Available data:
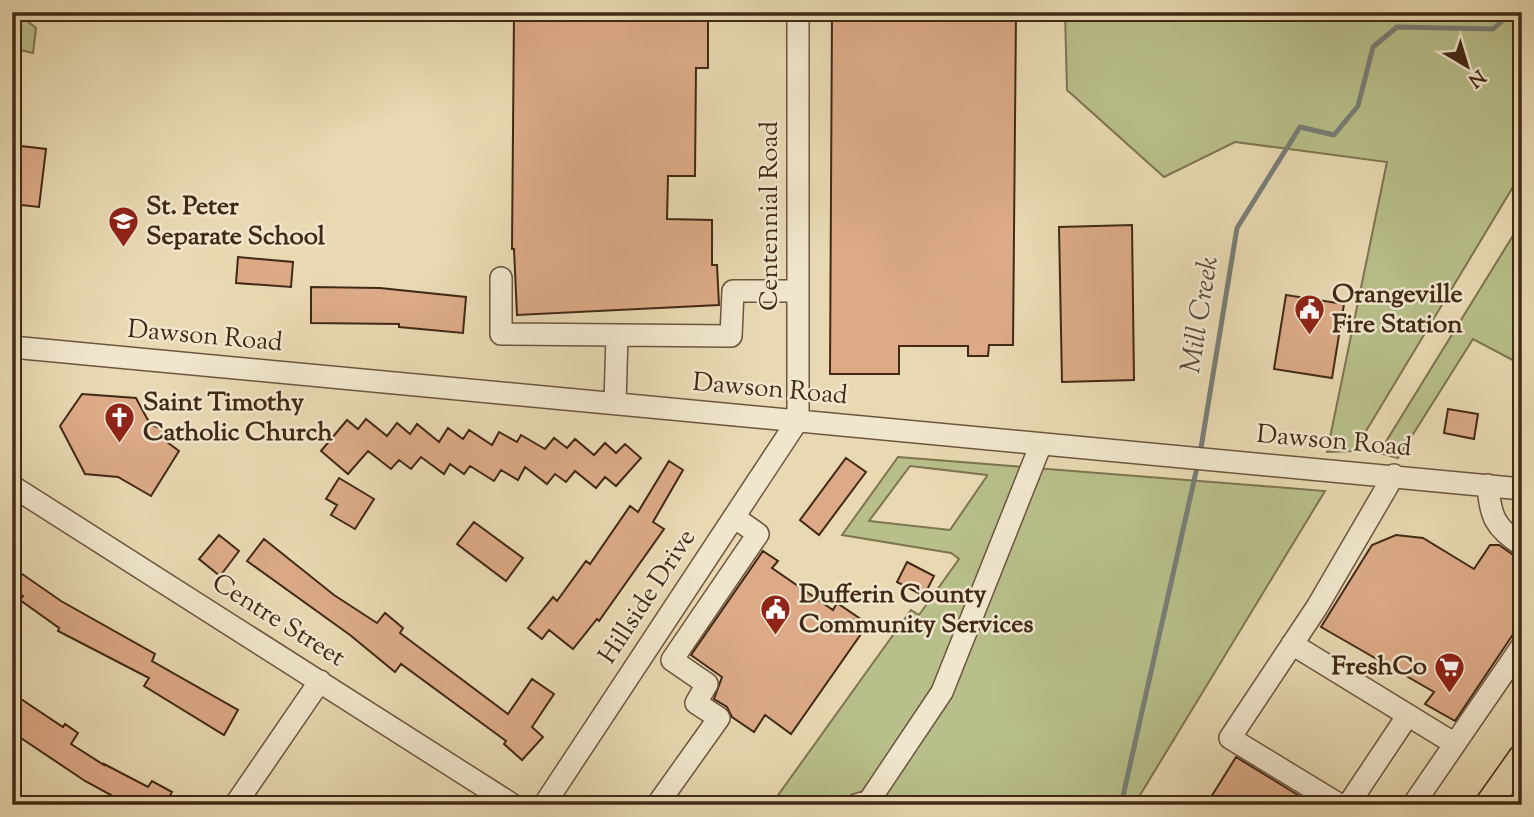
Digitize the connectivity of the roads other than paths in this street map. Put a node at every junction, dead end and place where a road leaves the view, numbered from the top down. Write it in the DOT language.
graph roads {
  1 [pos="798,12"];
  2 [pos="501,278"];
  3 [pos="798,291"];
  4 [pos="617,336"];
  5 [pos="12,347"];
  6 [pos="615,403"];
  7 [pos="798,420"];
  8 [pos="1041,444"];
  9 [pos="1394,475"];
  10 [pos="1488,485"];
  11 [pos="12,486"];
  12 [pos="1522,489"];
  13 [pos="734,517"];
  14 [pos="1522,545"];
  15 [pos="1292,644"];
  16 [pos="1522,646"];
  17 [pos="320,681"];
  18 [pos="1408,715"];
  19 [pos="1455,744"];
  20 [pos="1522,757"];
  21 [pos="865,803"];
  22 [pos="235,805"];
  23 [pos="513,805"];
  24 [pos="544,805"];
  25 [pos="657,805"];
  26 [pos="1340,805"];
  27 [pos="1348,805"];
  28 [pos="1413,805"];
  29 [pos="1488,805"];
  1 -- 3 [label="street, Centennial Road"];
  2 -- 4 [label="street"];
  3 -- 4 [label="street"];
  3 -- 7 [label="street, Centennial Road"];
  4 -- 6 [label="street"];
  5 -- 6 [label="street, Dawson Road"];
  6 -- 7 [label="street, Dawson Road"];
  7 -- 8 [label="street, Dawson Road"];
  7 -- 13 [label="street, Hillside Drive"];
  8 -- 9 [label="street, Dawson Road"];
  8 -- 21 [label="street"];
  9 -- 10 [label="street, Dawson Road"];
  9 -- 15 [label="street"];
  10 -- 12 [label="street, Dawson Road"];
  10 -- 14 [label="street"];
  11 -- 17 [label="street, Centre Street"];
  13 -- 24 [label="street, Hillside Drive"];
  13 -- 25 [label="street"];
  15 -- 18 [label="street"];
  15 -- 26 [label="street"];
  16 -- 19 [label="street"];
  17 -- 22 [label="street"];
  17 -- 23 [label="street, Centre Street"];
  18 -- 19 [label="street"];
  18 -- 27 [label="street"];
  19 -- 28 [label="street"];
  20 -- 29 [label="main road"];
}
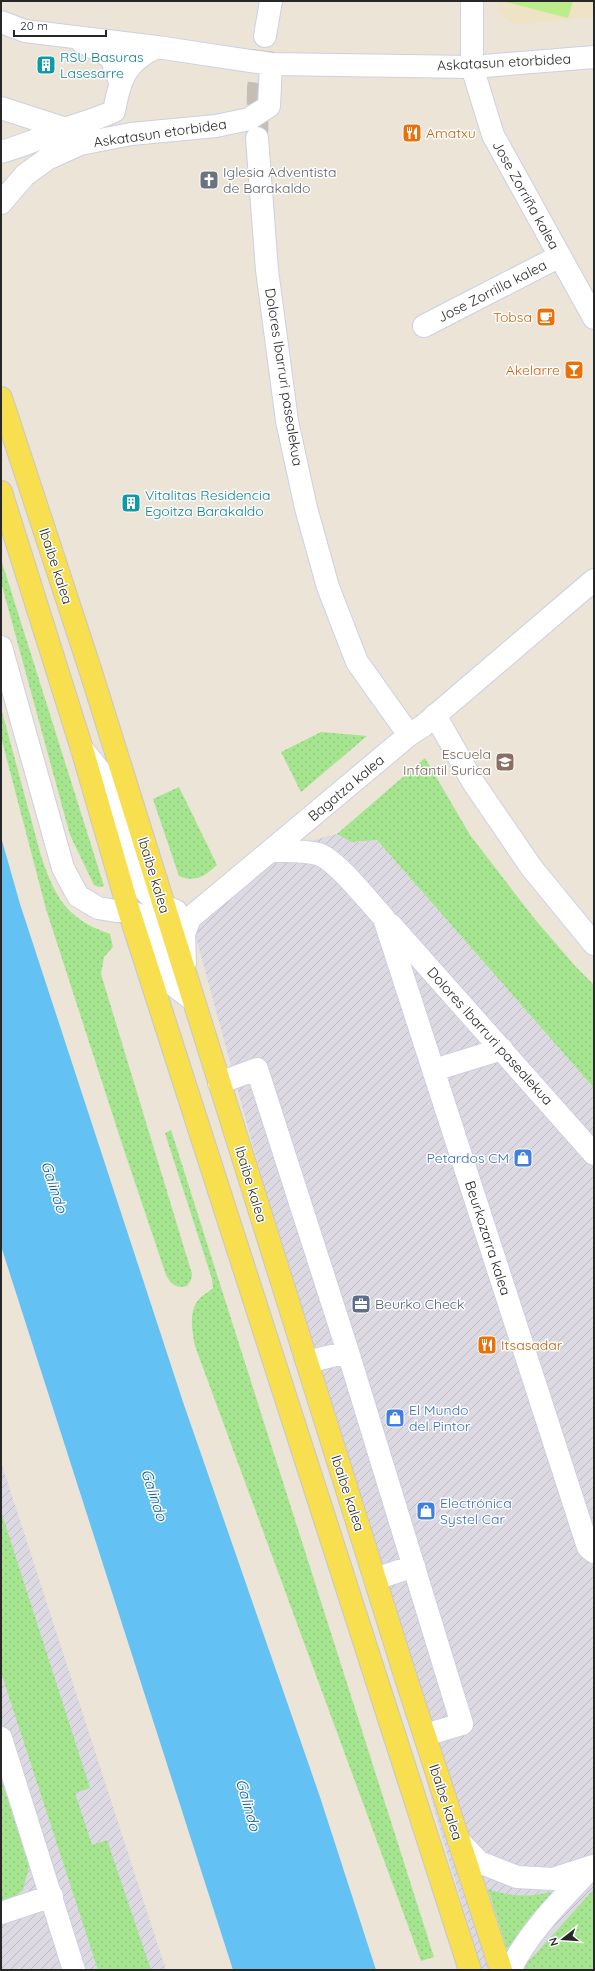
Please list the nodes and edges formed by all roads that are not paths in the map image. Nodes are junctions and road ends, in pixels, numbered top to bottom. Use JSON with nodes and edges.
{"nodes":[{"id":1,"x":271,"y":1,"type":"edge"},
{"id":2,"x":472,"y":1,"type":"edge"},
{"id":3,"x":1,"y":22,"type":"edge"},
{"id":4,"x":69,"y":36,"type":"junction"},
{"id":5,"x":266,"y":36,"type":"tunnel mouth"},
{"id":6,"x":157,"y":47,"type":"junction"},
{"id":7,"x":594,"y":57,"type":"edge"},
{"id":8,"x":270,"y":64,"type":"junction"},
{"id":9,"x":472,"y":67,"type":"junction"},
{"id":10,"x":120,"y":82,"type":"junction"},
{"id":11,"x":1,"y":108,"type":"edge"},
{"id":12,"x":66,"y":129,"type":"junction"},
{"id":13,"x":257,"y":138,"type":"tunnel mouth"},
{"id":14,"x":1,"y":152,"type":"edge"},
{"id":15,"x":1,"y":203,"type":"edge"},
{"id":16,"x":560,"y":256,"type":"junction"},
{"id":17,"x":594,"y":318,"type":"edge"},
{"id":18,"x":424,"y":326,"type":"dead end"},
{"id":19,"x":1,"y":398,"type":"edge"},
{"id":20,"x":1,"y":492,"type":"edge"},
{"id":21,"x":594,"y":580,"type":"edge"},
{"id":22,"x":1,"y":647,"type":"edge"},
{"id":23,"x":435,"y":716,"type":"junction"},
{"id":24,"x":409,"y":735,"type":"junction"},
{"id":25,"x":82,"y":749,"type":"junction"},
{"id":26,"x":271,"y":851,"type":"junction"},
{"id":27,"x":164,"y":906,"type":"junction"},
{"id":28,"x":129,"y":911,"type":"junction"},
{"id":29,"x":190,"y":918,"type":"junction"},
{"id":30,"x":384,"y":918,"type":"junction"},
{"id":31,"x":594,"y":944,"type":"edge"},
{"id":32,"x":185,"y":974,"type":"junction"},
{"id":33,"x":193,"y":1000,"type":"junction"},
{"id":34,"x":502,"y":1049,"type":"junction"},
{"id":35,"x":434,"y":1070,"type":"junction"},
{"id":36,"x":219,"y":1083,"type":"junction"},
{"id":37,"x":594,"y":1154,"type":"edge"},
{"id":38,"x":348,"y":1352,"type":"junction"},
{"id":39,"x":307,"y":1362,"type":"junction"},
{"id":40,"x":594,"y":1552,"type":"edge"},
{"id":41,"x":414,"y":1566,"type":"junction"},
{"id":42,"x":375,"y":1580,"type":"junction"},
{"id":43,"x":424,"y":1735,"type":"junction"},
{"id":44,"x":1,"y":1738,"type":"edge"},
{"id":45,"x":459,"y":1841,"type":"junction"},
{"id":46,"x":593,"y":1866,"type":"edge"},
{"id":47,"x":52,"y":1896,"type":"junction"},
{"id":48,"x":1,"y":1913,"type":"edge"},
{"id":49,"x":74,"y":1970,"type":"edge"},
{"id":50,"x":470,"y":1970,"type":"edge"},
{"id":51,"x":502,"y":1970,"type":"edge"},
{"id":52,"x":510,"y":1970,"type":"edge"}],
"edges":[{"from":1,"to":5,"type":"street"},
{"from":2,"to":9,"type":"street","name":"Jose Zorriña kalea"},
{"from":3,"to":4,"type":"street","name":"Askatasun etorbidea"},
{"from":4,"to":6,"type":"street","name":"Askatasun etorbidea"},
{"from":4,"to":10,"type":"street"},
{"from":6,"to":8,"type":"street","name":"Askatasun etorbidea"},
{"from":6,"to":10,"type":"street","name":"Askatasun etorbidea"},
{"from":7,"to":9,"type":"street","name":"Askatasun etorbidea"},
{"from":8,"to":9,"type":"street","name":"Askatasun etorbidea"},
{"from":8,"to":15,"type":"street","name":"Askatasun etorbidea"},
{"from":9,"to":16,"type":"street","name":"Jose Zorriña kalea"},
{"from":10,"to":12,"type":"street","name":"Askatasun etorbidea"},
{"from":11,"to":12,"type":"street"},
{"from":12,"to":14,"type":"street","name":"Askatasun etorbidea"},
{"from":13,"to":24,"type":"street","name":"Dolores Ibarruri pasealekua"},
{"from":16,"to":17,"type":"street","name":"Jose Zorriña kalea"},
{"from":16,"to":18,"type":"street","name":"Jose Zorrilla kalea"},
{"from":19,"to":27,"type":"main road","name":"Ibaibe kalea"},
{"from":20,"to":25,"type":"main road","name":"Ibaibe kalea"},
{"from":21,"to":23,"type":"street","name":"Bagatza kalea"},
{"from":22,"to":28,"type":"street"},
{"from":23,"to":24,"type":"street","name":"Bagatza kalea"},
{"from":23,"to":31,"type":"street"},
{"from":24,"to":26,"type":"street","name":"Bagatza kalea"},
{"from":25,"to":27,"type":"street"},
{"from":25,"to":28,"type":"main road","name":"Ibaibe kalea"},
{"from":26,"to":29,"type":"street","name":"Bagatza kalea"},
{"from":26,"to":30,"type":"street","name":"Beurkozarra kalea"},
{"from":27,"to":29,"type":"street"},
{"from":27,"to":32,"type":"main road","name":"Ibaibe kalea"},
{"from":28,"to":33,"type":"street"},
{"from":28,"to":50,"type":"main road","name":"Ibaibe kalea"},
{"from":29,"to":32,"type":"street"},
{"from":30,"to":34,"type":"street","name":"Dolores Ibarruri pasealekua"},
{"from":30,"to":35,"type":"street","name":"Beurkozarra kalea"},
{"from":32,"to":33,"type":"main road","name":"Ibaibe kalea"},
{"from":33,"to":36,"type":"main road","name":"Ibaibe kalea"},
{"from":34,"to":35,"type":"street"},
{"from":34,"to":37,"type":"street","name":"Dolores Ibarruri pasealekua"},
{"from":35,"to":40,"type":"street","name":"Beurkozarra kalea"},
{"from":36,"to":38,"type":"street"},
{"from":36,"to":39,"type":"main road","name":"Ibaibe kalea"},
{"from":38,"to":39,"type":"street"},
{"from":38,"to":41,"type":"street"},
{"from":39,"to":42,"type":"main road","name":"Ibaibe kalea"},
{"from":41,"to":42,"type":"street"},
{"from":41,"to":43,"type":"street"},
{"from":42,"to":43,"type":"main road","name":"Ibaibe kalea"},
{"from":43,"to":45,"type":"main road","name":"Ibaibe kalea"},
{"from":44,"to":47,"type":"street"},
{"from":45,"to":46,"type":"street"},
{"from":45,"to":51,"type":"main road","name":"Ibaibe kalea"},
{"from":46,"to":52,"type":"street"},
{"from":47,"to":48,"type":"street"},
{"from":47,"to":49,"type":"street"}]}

Task: Count how many lines in the entries above hold the word "dead". Give that number by itself.

Output: 2